(TASK): Each line that includes the word "Oliveira" should be copied from the records.

Segment Start: RECORDS TO USE

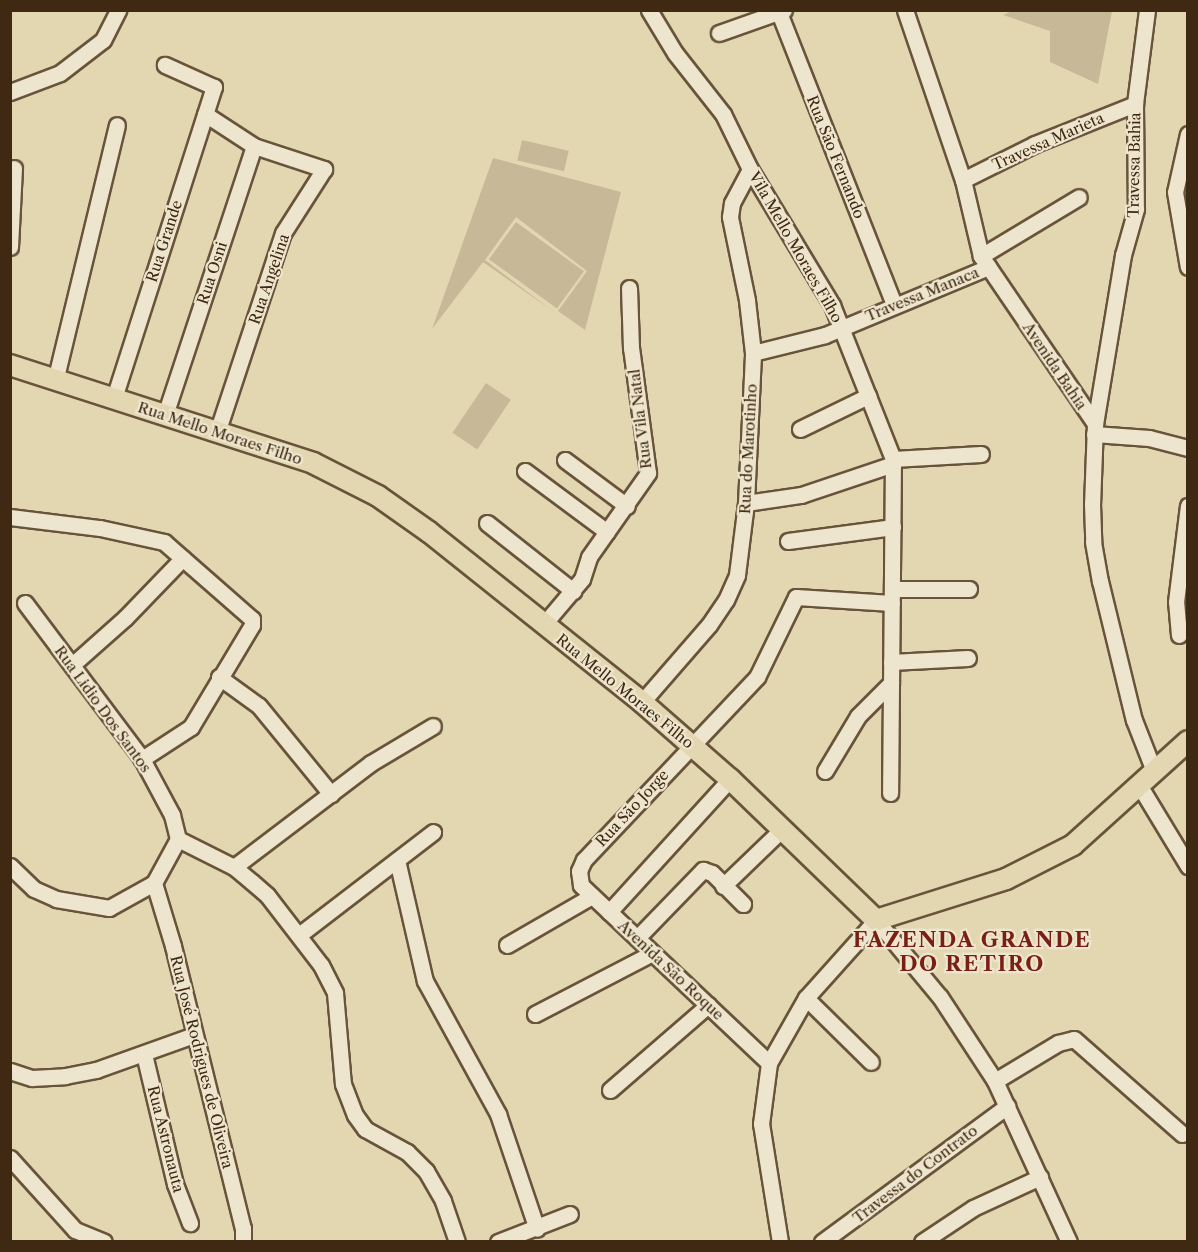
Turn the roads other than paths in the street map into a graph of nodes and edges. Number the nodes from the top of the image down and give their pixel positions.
1 (118, 10) edge
2 (649, 10) edge
3 (905, 10) edge
4 (1147, 10) edge
5 (780, 11) edge
6 (719, 33) dead end
7 (165, 65) dead end
8 (10, 92) edge
9 (1135, 104) junction
10 (205, 114) junction
11 (117, 125) dead end
12 (1188, 134) edge
13 (254, 146) junction
14 (14, 168) dead end
15 (750, 169) junction
16 (963, 180) junction
17 (1079, 197) dead end
18 (10, 246) edge
19 (984, 261) junction
20 (1188, 267) edge
21 (629, 288) dead end
22 (894, 304) junction
23 (843, 327) junction
24 (753, 353) junction
25 (12, 369) edge
26 (56, 377) junction
27 (868, 396) junction
28 (114, 398) junction
29 (168, 407) junction
30 (800, 429) dead end
31 (1094, 429) junction
32 (217, 432) junction
33 (1188, 448) edge
34 (981, 453) dead end
35 (565, 460) dead end
36 (893, 461) junction
37 (525, 471) dead end
38 (746, 503) junction
39 (627, 506) junction
40 (1188, 506) edge
41 (10, 517) edge
42 (487, 523) dead end
43 (893, 527) junction
44 (607, 532) junction
45 (788, 541) dead end
46 (183, 558) junction
47 (969, 589) dead end
48 (573, 591) junction
49 (892, 596) junction
50 (25, 603) dead end
51 (544, 624) junction
52 (1179, 635) dead end
53 (969, 658) dead end
54 (891, 662) junction
55 (72, 665) junction
56 (219, 677) junction
57 (891, 683) junction
58 (642, 702) junction
59 (433, 726) dead end
60 (1188, 741) edge
61 (691, 745) junction
62 (142, 759) junction
63 (825, 771) dead end
64 (1154, 771) junction
65 (730, 779) junction
66 (1139, 785) junction
67 (890, 793) dead end
68 (331, 794) junction
69 (782, 829) junction
70 (433, 832) dead end
71 (178, 839) junction
72 (397, 860) junction
73 (10, 866) edge
74 (1188, 866) edge
75 (234, 867) junction
76 (578, 875) joint
77 (154, 883) junction
78 (723, 886) junction
79 (592, 896) junction
80 (743, 904) dead end
81 (609, 912) junction
82 (876, 920) junction
83 (299, 935) junction
84 (637, 938) junction
85 (507, 945) dead end
86 (652, 953) junction
87 (806, 998) junction
88 (708, 1005) junction
89 (535, 1014) dead end
90 (195, 1035) junction
91 (144, 1054) junction
92 (871, 1062) dead end
93 (769, 1063) junction
94 (10, 1071) edge
95 (995, 1081) junction
96 (610, 1090) dead end
97 (1007, 1106) junction
98 (1182, 1134) dead end
99 (10, 1158) edge
100 (1040, 1177) junction
101 (570, 1214) dead end
102 (190, 1223) dead end
103 (537, 1229) junction
104 (104, 1242) edge
105 (243, 1242) edge
106 (457, 1242) edge
107 (498, 1242) edge
108 (780, 1242) edge
109 (822, 1242) edge
110 (922, 1242) edge
111 (1069, 1242) edge

1 - 8 street
2 - 15 street, Vila Mello Moraes Filho
3 - 16 street, Avenida Bahia
4 - 9 street, Travessa Bahia
5 - 6 street
5 - 22 street, Rua São Fernando
7 - 10 street, Rua Grande
9 - 16 street, Travessa Marieta
9 - 31 street, Travessa Bahia
10 - 13 street
10 - 28 street, Rua Grande
11 - 26 street
12 - 20 street
13 - 29 street, Rua Osni
13 - 32 street, Rua Angelina
14 - 18 street
15 - 23 street, Vila Mello Moraes Filho
15 - 24 street, Rua do Marotinho
16 - 19 street, Avenida Bahia
17 - 19 street, Travessa Manaca
19 - 22 street, Travessa Manaca
19 - 31 street, Avenida Bahia
21 - 39 street, Rua Vila Natal
22 - 23 street, Travessa Manaca
23 - 24 street, Travessa Manaca
23 - 27 street, Vila Mello Moraes Filho
24 - 38 street, Rua do Marotinho
25 - 26 main road, Rua Mello Moraes Filho
26 - 28 main road, Rua Mello Moraes Filho
27 - 30 street
27 - 36 street, Vila Mello Moraes Filho
28 - 29 main road, Rua Mello Moraes Filho
29 - 32 main road, Rua Mello Moraes Filho
31 - 33 street
31 - 64 street
32 - 51 main road, Rua Mello Moraes Filho
34 - 36 street
35 - 39 street
36 - 38 street
36 - 43 street, Vila Mello Moraes Filho
37 - 44 street
38 - 58 street, Rua do Marotinho
39 - 44 street, Rua Vila Natal
40 - 52 street
41 - 46 street
42 - 48 street
43 - 45 street
43 - 49 street, Vila Mello Moraes Filho
44 - 48 street, Rua Vila Natal
46 - 55 street
46 - 56 street
47 - 49 street
48 - 51 street, Rua Vila Natal
49 - 54 street, Vila Mello Moraes Filho
49 - 61 street
50 - 55 street, Rua Lidio Dos Santos
51 - 58 main road, Rua Mello Moraes Filho
53 - 54 street
54 - 57 street, Vila Mello Moraes Filho
55 - 62 street, Rua Lidio Dos Santos
56 - 62 street
56 - 68 street
57 - 63 street
57 - 67 street, Vila Mello Moraes Filho
58 - 61 main road, Rua Mello Moraes Filho
59 - 68 street
60 - 64 main road
61 - 65 main road, Rua Mello Moraes Filho
61 - 76 street, Rua São Jorge
62 - 71 street, Rua Lidio Dos Santos
64 - 66 main road
65 - 69 main road, Rua Mello Moraes Filho
65 - 81 street
66 - 74 street
66 - 82 main road
68 - 75 street
69 - 78 street
69 - 82 main road, Rua Mello Moraes Filho
70 - 72 street
71 - 75 street
71 - 77 street
72 - 83 street
72 - 103 street
73 - 77 street
75 - 83 street
76 - 79 street, Avenida São Roque
77 - 90 street, Rua José Rodrigues de Oliveira
78 - 80 street
78 - 84 street
79 - 81 street, Avenida São Roque
79 - 85 street
81 - 84 street, Avenida São Roque
82 - 87 street
82 - 95 street
83 - 106 street
84 - 86 street, Avenida São Roque
86 - 88 street, Avenida São Roque
86 - 89 street
87 - 92 street
87 - 93 street
88 - 93 street, Avenida São Roque
88 - 96 street
90 - 91 street
90 - 105 street, Rua José Rodrigues de Oliveira
91 - 94 street
91 - 102 street, Rua Astronauta
93 - 108 street
95 - 97 street
95 - 98 street
97 - 100 street
97 - 109 street, Travessa do Contrato
99 - 104 street
100 - 110 street
100 - 111 street
101 - 103 street
103 - 107 street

Segment End: RECORDS TO USE

(SOLUTION TO THE PROBLEM):
77 - 90 street, Rua José Rodrigues de Oliveira
90 - 105 street, Rua José Rodrigues de Oliveira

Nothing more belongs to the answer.